Three things got me to book club:
- celebrating Paula’s birthday who’d put on a scrumptious dinner and dessert,
- ensuring I remain in the inner circle because it’s a very lonely, miserable existence if you don’t help yourself to socialise
- MYELOPATHY.ORG – being in hospital was a painful reminder of how misguided so many doctors and neurologists are.
My situation is ridiculous. There’s Paula, at work all week, shopping for food for twenty guests, spring cleaning, cooking and I’m struggling to participate. It’s my perfect night and it’s touch and go whether I’ll be well enough. But what’s been lovely is no one pushes me for answers about my condition, I’m just accepted and treated gently. I feel so lucky to have these ladies in my life.

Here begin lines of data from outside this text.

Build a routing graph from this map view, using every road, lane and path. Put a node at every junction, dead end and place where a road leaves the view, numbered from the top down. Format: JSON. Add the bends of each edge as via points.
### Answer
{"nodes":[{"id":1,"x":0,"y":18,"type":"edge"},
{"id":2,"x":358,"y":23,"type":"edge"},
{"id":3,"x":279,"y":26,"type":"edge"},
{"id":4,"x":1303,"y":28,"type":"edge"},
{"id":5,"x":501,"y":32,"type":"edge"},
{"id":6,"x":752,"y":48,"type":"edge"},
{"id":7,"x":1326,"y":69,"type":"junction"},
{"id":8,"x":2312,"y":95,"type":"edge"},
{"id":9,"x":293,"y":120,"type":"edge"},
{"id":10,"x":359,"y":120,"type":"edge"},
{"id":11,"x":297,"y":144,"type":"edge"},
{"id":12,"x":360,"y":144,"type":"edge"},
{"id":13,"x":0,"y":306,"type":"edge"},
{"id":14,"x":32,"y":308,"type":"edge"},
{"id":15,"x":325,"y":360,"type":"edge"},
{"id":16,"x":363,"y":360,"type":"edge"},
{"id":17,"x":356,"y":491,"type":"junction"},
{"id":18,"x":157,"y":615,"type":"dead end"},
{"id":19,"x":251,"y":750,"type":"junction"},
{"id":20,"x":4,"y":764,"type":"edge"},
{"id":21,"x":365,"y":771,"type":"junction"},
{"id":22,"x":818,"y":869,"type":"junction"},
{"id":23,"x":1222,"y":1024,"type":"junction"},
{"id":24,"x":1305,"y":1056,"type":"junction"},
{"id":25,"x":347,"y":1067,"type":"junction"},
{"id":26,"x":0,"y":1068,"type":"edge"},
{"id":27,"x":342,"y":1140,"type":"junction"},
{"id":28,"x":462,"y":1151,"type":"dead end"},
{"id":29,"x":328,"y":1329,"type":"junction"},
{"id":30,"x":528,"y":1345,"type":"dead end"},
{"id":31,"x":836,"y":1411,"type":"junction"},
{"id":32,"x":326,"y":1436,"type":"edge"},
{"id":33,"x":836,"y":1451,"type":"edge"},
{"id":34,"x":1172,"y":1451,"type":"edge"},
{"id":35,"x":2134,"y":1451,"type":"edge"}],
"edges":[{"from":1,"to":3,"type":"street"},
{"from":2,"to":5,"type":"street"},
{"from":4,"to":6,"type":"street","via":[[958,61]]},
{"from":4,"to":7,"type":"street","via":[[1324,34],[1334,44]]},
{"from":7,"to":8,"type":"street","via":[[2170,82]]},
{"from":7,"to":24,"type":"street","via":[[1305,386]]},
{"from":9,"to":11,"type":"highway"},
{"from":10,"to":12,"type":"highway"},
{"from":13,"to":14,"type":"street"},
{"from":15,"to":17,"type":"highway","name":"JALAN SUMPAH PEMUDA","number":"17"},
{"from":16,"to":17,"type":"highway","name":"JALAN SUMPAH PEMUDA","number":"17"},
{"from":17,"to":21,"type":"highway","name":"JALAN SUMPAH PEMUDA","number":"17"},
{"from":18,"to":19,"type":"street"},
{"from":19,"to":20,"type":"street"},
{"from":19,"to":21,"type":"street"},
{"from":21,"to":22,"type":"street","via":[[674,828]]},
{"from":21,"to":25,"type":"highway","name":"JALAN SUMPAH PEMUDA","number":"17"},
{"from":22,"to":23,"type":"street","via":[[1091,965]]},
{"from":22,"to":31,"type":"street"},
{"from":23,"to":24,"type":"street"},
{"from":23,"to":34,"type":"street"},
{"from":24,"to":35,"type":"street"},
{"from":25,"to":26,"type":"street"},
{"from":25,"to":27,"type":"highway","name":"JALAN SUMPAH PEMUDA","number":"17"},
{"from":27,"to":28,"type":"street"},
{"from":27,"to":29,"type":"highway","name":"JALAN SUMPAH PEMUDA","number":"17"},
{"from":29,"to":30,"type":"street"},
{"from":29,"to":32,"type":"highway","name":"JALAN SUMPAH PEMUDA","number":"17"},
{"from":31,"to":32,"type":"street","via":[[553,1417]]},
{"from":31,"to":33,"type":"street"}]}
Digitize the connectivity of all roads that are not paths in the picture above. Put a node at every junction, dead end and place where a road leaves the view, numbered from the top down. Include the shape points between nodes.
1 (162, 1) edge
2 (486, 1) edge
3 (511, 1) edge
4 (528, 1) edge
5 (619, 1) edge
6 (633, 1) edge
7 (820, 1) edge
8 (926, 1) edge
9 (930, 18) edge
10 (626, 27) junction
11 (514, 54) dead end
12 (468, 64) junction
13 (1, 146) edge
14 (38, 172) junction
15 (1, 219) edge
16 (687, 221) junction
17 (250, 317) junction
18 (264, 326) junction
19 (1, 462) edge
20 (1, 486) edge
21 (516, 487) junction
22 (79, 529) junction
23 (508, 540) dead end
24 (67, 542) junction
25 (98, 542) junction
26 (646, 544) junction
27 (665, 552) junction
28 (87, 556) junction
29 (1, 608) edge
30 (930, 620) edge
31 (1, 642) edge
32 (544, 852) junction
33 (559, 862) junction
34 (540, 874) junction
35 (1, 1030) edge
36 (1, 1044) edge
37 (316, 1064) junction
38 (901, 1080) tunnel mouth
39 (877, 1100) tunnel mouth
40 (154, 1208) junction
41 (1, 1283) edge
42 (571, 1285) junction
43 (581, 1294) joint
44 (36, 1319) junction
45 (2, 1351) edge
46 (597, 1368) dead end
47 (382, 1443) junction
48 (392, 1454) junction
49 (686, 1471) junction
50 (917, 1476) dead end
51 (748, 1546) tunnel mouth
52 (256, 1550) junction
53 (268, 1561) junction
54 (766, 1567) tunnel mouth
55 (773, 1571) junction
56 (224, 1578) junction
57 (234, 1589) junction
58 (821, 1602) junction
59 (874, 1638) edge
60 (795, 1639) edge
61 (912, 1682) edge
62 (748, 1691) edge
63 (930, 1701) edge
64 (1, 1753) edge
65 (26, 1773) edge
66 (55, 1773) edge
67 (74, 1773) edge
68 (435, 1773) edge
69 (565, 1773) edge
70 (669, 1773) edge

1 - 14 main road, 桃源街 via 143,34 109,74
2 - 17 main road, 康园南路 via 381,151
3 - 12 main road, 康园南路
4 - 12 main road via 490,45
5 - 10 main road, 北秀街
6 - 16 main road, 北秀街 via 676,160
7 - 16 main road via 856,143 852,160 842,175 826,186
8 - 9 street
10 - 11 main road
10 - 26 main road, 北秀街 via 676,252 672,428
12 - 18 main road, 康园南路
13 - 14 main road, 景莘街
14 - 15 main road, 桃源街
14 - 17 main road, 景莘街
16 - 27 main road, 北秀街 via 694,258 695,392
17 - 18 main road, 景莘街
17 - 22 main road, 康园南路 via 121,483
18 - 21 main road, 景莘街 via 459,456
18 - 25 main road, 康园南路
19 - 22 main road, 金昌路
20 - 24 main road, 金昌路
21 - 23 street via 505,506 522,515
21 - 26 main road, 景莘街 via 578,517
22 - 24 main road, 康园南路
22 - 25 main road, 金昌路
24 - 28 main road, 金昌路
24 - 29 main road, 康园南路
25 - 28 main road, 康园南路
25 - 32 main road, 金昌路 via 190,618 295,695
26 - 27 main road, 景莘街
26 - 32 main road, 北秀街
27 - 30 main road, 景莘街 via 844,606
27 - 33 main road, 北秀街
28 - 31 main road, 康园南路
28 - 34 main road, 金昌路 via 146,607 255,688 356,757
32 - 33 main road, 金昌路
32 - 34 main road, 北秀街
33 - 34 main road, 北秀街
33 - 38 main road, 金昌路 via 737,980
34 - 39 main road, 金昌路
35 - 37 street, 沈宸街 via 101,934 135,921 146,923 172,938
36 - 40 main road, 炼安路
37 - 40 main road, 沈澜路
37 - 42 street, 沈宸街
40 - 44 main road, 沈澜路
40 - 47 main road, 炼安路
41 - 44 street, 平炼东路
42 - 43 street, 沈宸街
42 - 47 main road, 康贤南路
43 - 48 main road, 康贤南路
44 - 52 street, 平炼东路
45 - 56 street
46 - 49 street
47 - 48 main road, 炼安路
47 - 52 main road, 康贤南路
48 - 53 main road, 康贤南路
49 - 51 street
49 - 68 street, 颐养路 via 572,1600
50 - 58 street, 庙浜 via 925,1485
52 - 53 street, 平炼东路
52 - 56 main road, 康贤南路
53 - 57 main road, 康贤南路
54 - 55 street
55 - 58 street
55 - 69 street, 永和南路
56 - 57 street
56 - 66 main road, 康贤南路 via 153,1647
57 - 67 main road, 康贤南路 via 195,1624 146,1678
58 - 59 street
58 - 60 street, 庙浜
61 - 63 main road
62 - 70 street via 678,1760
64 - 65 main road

But the icing on the cake is their enthusiasm and willingness to support our charity. When I was in hospital I was so demoralised by the complete lack of interest neurologists have in myelopathy. I thought, I’m doing something about this NOW! When I say ‘I’ that means someone else because I can’t raise money for Myelopathy.Org without being helped myself. So I asked the girls to donate a pound each time we meet for Book Club and Paula was so gracious about me hijacking her birthday to plug and collect for Myelopathy. Particularly as I’m already the most needy member. And I feel guilty that my participation is like hit and run. I’m in there with the food and the book review and then I’m off.
But seriously when my husband came for me at about eight thirty my head was pounding and the car journey made me sick. I was up till 2.30 am with severe body pain but I kept thinking this will pass and then I’ll count the money, blog and get my husband to deposit the funds raised during the week. I’m still in pain, I’m doing breathing exercises right now like I’m in labour, I’ve taken Oxy and Tramadol but it was worth it; I had a great time last night. I know I was fuzzy headed toward the end, I had to keep moving around because pain was creeping in and my balance was starting to waiver and my phone confused me. It affected the quality of my goodbyes. I wanted to hug and say thank you to each book clubber. They probably don’t realise what a positive impact they have on my life…but I am so grateful – thank you ladies. xxxx. Also you gave more than a £1.
On our Facebook page we often chat about how our disability comes into question. That how we look doesn’t reflect our inner pain; which is true of many debilitating conditions like arthritis, autoimmune disease, fibromyalgia. Then there’s how our mobility alters so precariously; it’s no secret that I could be in bed, rigid with pain one day and in Nero’s the next. Also age is used against us. For some reason people think the younger we are, the better placed we are to cope. Actually it means our spines have given up way too early and if we don’t conserve what we’re left with we’re in trouble.
There is so much heartbreak and agony in the world; it’s hard to know who to help and how; often we don’t have the time or the resources. Usually I donate to Crisis at Christmas. This year I want to donate something to homeless teens/young adults. I can’t fix the world but if you help one person then that’s brilliant. When those around me support Myelopathy.Org they are supporting me. I find coping with day to day life challenging. It’s very hard to fight your corner when you’re in pain and exhausted and so we rely on our friends to accept us and charities to be our voice.
Thank you ladies you raised £33.10 for MYELOPATHY.ORG. Thank you Paula for your patience, I’m getting disruptive in my old age, but it’s because you’re my friend that I had the confidence to butt in.